Она умерла 25 октября 1897 года. Вильвьей написал ее посмертный портрет{902}. Похороны состоялись через два дня в церкви Святого Иоанна Мальтийского. Сезанн не присутствовал на похоронах. Он вернулся в свое уединение. «Это поразило меня словно стрела, – признался Рильке, – словно огненная стрела»{903}.

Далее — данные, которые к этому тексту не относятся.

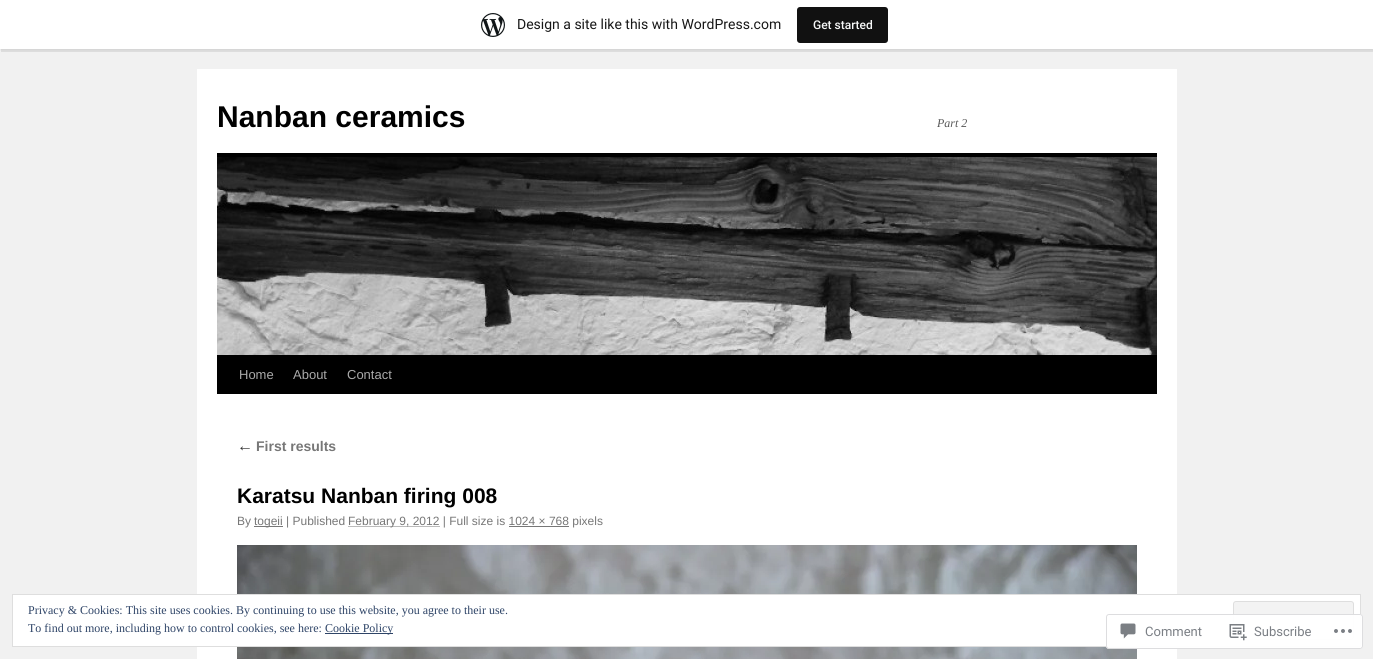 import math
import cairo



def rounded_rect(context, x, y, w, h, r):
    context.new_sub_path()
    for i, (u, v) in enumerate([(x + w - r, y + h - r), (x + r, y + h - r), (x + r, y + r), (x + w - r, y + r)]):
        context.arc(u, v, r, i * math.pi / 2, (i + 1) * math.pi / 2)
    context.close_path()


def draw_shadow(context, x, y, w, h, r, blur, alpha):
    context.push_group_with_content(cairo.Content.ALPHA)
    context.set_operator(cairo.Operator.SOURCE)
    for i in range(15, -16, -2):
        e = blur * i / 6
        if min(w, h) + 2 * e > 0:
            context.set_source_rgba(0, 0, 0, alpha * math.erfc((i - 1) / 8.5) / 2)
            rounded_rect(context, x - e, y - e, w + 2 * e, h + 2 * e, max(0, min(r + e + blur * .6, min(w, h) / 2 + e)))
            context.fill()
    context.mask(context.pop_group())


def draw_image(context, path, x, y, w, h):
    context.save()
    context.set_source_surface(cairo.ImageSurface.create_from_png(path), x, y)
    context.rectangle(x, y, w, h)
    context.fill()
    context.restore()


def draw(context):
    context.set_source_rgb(241 / 255, 241 / 255, 241 / 255)
    context.paint()
    context.set_source_rgb(0, 0, 0)
    draw_shadow(context, 0, 1, 1373, 49, 0, 1, 0.05)
    context.set_source_rgba(0, 0, 0, 0.08)
    context.new_path()
    context.move_to(1, 49)
    context.line_to(1, 52)
    context.line_to(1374, 52)
    context.line_to(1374, 3)
    context.line_to(1373, 3)
    context.line_to(1373, 49)
    context.close_path()
    context.fill()
    context.set_source_rgb(1, 1, 1)
    context.rectangle(0, 0, 1373, 49)
    context.fill()
    draw_image(context, "images/1.png", 481, 13, 24, 24)
    context.set_source_rgb(17 / 255, 17 / 255, 17 / 255)
    rounded_rect(context, 797, 7, 91, 36, 3)
    context.fill()
    context.set_source_rgb(1, 1, 1)
    context.rectangle(197, 69, 980, 590)
    context.fill()
    context.set_source_rgb(0, 0, 0)
    context.rectangle(217, 153, 940, 4)
    context.fill()
    context.rectangle(217, 355, 940, 39)
    context.fill()
    draw_image(context, "images/2.png", 217, 157, 940, 198)
    context.set_source_rgb(119 / 255, 119 / 255, 119 / 255)
    context.rectangle(254, 526, 29, 1)
    context.fill()
    context.new_path()
    context.move_to(348.5, 526.5)
    context.line_to(440, 526.5)
    context.set_line_width(1)
    context.set_dash([1, 1])
    context.stroke()
    context.rectangle(509, 526, 60, 1)
    context.fill()
    draw_image(context, "images/3.png", 237, 545, 900, 114)
    context.set_source_rgb(1, 1, 1)
    context.rectangle(12.5, 594.5, 1348, 52)
    context.fill_preserve()
    context.set_source_rgb(222 / 255, 222 / 255, 222 / 255)
    context.set_dash([])
    context.stroke()
    context.set_source_rgb(243 / 255, 243 / 255, 243 / 255)
    rounded_rect(context, 1233.5, 601.5, 120, 38, 2.5)
    context.fill_preserve()
    context.set_source_rgb(222 / 255, 222 / 255, 222 / 255)
    context.stroke()
    context.set_source_rgb(46 / 255, 68 / 255, 103 / 255)
    context.rectangle(325, 633, 68, 1)
    context.fill()
    context.set_source_rgba(1, 1, 1, 0.98)
    rounded_rect(context, 1106, 614, 257, 35, 3)
    context.fill()
    rounded_rect(context, 1106.5, 614.5, 256, 34, 2.5)
    context.set_source_rgba(220 / 255, 220 / 255, 222 / 255, 0.98)
    context.stroke()
    draw_image(context, "images/4.png", 1120, 623, 16, 16)
    draw_image(context, "images/5.png", 1229, 624, 18, 17)
    draw_image(context, "images/6.png", 1334, 629, 18, 4)
    context.select_font_face("Roboto")
    context.set_font_size(14)
    context.set_source_rgb(23 / 255, 23 / 255, 23 / 255)
    context.move_to(517, 29)
    context.show_text("Design a site like this with WordPress.com")
    context.select_font_face("Roboto Medium")
    context.set_font_size(12)
    context.set_source_rgb(246 / 255, 247 / 255, 247 / 255)
    context.move_to(813, 29)
    context.show_text("Get started")
    context.select_font_face("Liberation Sans", cairo.FontSlant.NORMAL, cairo.FontWeight.BOLD)
    context.set_font_size(30)
    context.set_source_rgb(0, 0, 0)
    context.move_to(217, 127)
    context.show_text("Nanban ceramics")
    context.select_font_face("Liberation Serif", cairo.FontSlant.ITALIC)
    context.set_font_size(12)
    context.set_source_rgb(89 / 255, 89 / 255, 89 / 255)
    context.move_to(937, 127)
    context.show_text("Part 2")
    context.select_font_face("Liberation Sans")
    context.set_font_size(13)
    context.set_source_rgb(170 / 255, 170 / 255, 170 / 255)
    context.move_to(239, 379)
    context.show_text("Home")
    context.move_to(293, 379)
    context.show_text("About")
    context.move_to(347, 379)
    context.show_text("Contact")
    context.select_font_face("Liberation Serif", cairo.FontSlant.ITALIC)
    context.set_font_size(16)
    context.set_source_rgb(51 / 255, 51 / 255, 51 / 255)
    context.move_to(237, 451)
    context.show_text("←")
    context.select_font_face("Liberation Sans", cairo.FontSlant.NORMAL, cairo.FontWeight.BOLD)
    context.set_font_size(14)
    context.set_source_rgb(119 / 255, 119 / 255, 119 / 255)
    context.move_to(256, 451)
    context.show_text("First results")
    context.set_font_size(21)
    context.set_source_rgb(0, 0, 0)
    context.move_to(237, 503)
    context.show_text("Karatsu Nanban firing 008")
    context.select_font_face("Liberation Sans")
    context.set_font_size(12)
    context.set_source_rgb(119 / 255, 119 / 255, 119 / 255)
    context.move_to(237, 525)
    context.show_text("By")
    context.move_to(254, 525)
    context.show_text("togeii | Published")
    context.move_to(348, 525)
    context.show_text("February 9, 2012 | Full size is 1024 × 768 pixels")
    context.select_font_face("Liberation Serif")
    context.set_source_rgb(46 / 255, 68 / 255, 103 / 255)
    context.move_to(28, 614)
    context.show_text("Privacy & Cookies: This site uses cookies. By continuing to use this website, you agree to their use.")
    context.move_to(28, 632)
    context.show_text("To find out more, including how to control cookies, see here:")
    context.move_to(325, 632)
    context.show_text("Cookie Policy")
    context.select_font_face("Roboto")
    context.set_font_size(13)
    context.set_source_rgb(123 / 255, 127 / 255, 133 / 255)
    context.move_to(1145, 636)
    context.show_text("Comment")
    context.move_to(1254, 636)
    context.show_text("Subscribe")


surface = cairo.ImageSurface(cairo.Format.RGB24, 1373, 659)
context = cairo.Context(surface)
options = cairo.FontOptions()
options.set_hint_metrics(cairo.HintMetrics.OFF)
options.set_hint_style(cairo.HintStyle.NONE)
context.set_font_options(options)
context.set_miter_limit(4)
draw(context)
surface.write_to_png("out.png") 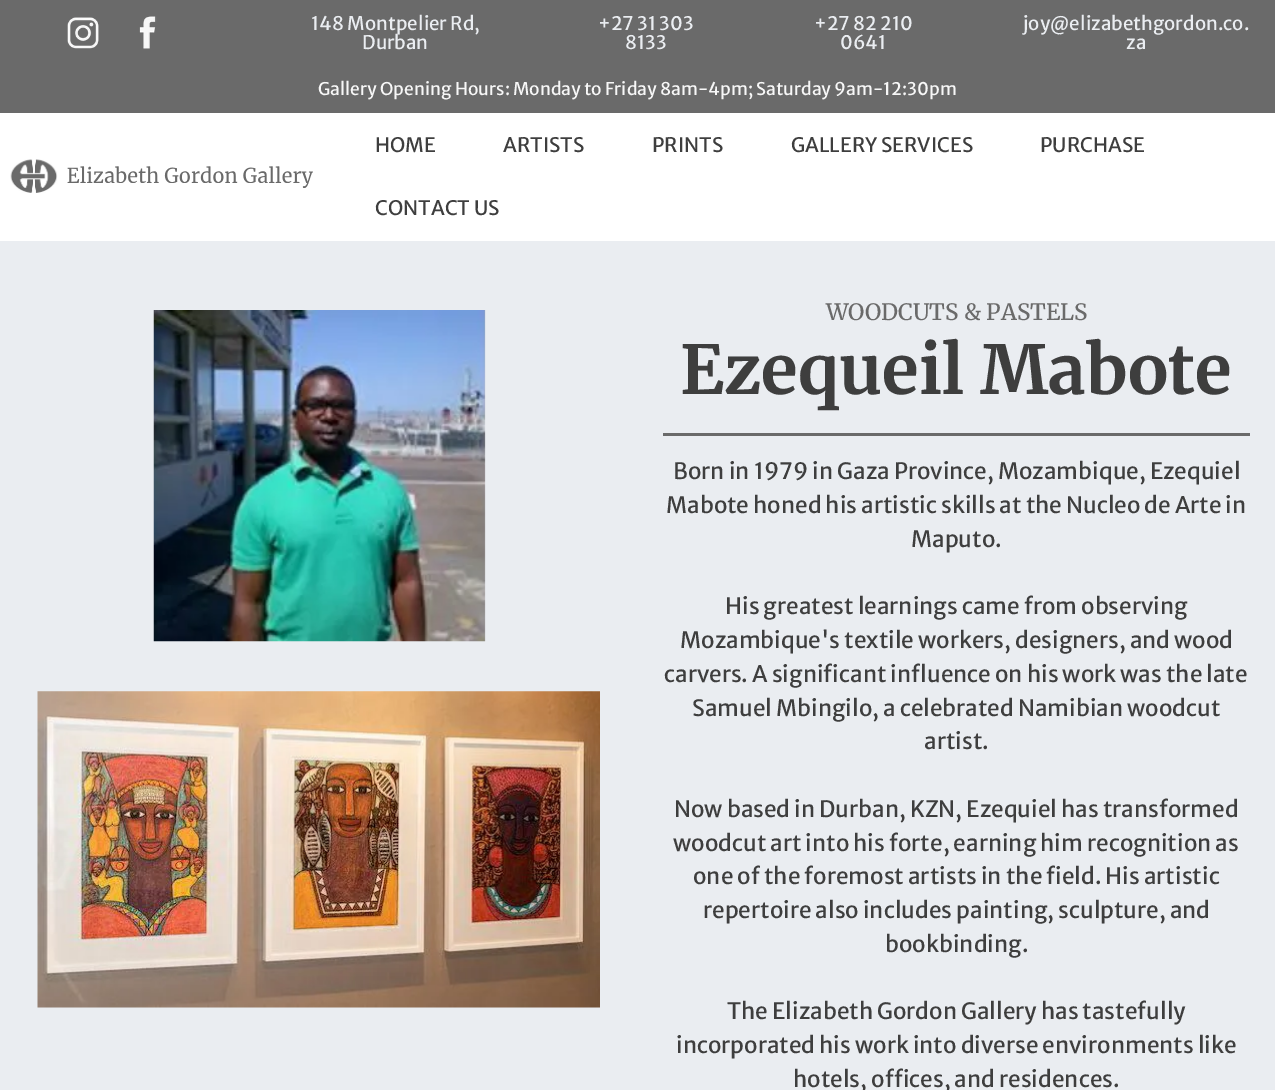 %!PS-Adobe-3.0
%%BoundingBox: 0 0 1275 1090
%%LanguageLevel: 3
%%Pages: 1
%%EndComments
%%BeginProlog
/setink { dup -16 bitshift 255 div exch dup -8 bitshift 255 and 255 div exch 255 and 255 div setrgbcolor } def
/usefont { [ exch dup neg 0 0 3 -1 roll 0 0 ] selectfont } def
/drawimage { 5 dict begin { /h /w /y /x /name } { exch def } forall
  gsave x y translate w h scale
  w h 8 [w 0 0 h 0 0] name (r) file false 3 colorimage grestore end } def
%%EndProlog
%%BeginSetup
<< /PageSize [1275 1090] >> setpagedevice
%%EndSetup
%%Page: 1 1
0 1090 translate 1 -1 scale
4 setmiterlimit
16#FFFFFF setink
0 0 1275 1090 rectfill
16#6A6A6A setink
0 0 1275 113 rectfill
(img1.raw) 67 17 32 32 drawimage
(img2.raw) 139 16 18 33 drawimage
/MerriweatherSans-Regular 18.75 usefont
16#EAEDF1 setink
[
    [(148 Montpelier Rd,) 311 30]
    [(Durban) 362 49]
    [(+27 31 303) 598 30]
    [(8133) 625 49]
    [(+27 82 210) 814 30]
    [(0641) 840 49]
    [(joy@elizabethgordon.co.) 1023 30]
    [(za) 1126 49]
] { aload pop moveto show } forall
/MerriweatherSans-Regular 17.5 usefont
16#F7F7F7 setink
318 95 moveto (Gallery Opening Hours: Monday to Friday 8am-4pm; Saturday 9am-12:30pm) show
(img3.raw) 10 159 303 34 drawimage
/MerriweatherSans-Regular 20 usefont
16#3E3E3E setink
[
    [(HOME) 375 152]
    [(ARTISTS) 503 152]
    [(PRINTS) 652 152]
    [(GALLERY SERVICES) 791 152]
    [(PURCHASE) 1040 152]
    [(CONTACT US) 375 215]
] { aload pop moveto show } forall
16#EAEDF1 setink
0 241 1275 849 rectfill
(img4.raw) 153 310 333 332 drawimage
(img5.raw) 37 691 563 317 drawimage
/Merriweather-Medium 22.5 usefont
16#6A6A6A setink
826 320 moveto (WOODCUTS & PASTELS) show
/Merriweather-Bold 67.5 usefont
16#3E3E3E setink
680 394 moveto (Ezequeil Mabote) show
16#6A6A6A setink
663 433 587 3 rectfill
/MerriweatherSans-Regular 22.5 usefont
16#3E3E3E setink
[
    [(Born in 1979 in Gaza Province, Mozambique, Ezequiel) 673 479]
    [(Mabote honed his artistic skills at the Nucleo de Arte in) 666 513]
    [(Maputo.) 911 547]
    [(His greatest learnings came from observing) 725 614]
    [(Mozambique's textile workers, designers, and wood) 680 648]
    [(carvers. A significant influence on his work was the late) 664 682]
    [(Samuel Mbingilo, a celebrated Namibian woodcut) 692 716]
    [(artist.) 924 749]
    [(Now based in Durban, KZN, Ezequiel has transformed) 674 817]
    [(woodcut art into his forte, earning him recognition as) 673 851]
    [(one of the foremost artists in the field. His artistic) 693 884]
    [(repertoire also includes painting, sculpture, and) 703 918]
    [(bookbinding.) 885 952]
    [(The Elizabeth Gordon Gallery has tastefully) 727 1019]
    [(incorporated his work into diverse environments like) 676 1053]
    [(hotels, offices, and residences.) 793 1087]
] { aload pop moveto show } forall
showpage
%%EOF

Анна Елизавета Онорина Сезанн, урожденная Обер, не оставила наследства. Для оглашения déclaration de succession[97] не было назначено никакой даты. Двадцать четвертого июня 1899 года был составлен документ, согласно которому умершая не имела собственности. После смерти Луи Огюста в 1886 году поместье Жа-де-Буффан оказалось в совместном владении троих его детей. Пока была жива мать, в этот договор нельзя было внести поправки, но после ее смерти подавляемые прежде разногласия вышли наружу. По имеющимся сведениям, муж Розы Сезанн, Максим Кониль, настоял на прекращении совместного владения и продал поместье, чтобы получить свою долю наследства. Восьмого сентября 1899 года мэтр Мурави, семейный нотариус, расторг соглашение. Спустя десять дней поместье было продано на аукционе за 60 000 франков Луи Гранелю. Позже Мари Сезанн предложила более высокую цену, и хотя брат и сестра формально не одобряли ее действий, торги были возобновлены. В конце концов 6 ноября 1899 года Гранелю удалось приобрести поместье за 75 000 франков. В течение следующего месяца Кониль пополнил свое состояние, вдобавок продав пару работ Сезанна: два пейзажа, принадлежавшие ему (а строго говоря, жене), – «Дом и голубятня в Бельвю» и «Голубятня в Бельвю». Обе работы были подарком самого художника. Кониль предложил их Воллару, но тот холодно сообщил, что картины кажутся ему недостаточно доработанными и что в любом случае он предпочитает натюрморты и цветы. Однако при сложившихся обстоятельствах он был готов забрать их за 600 франков. На том и сошлись. Картины были проданы{904}.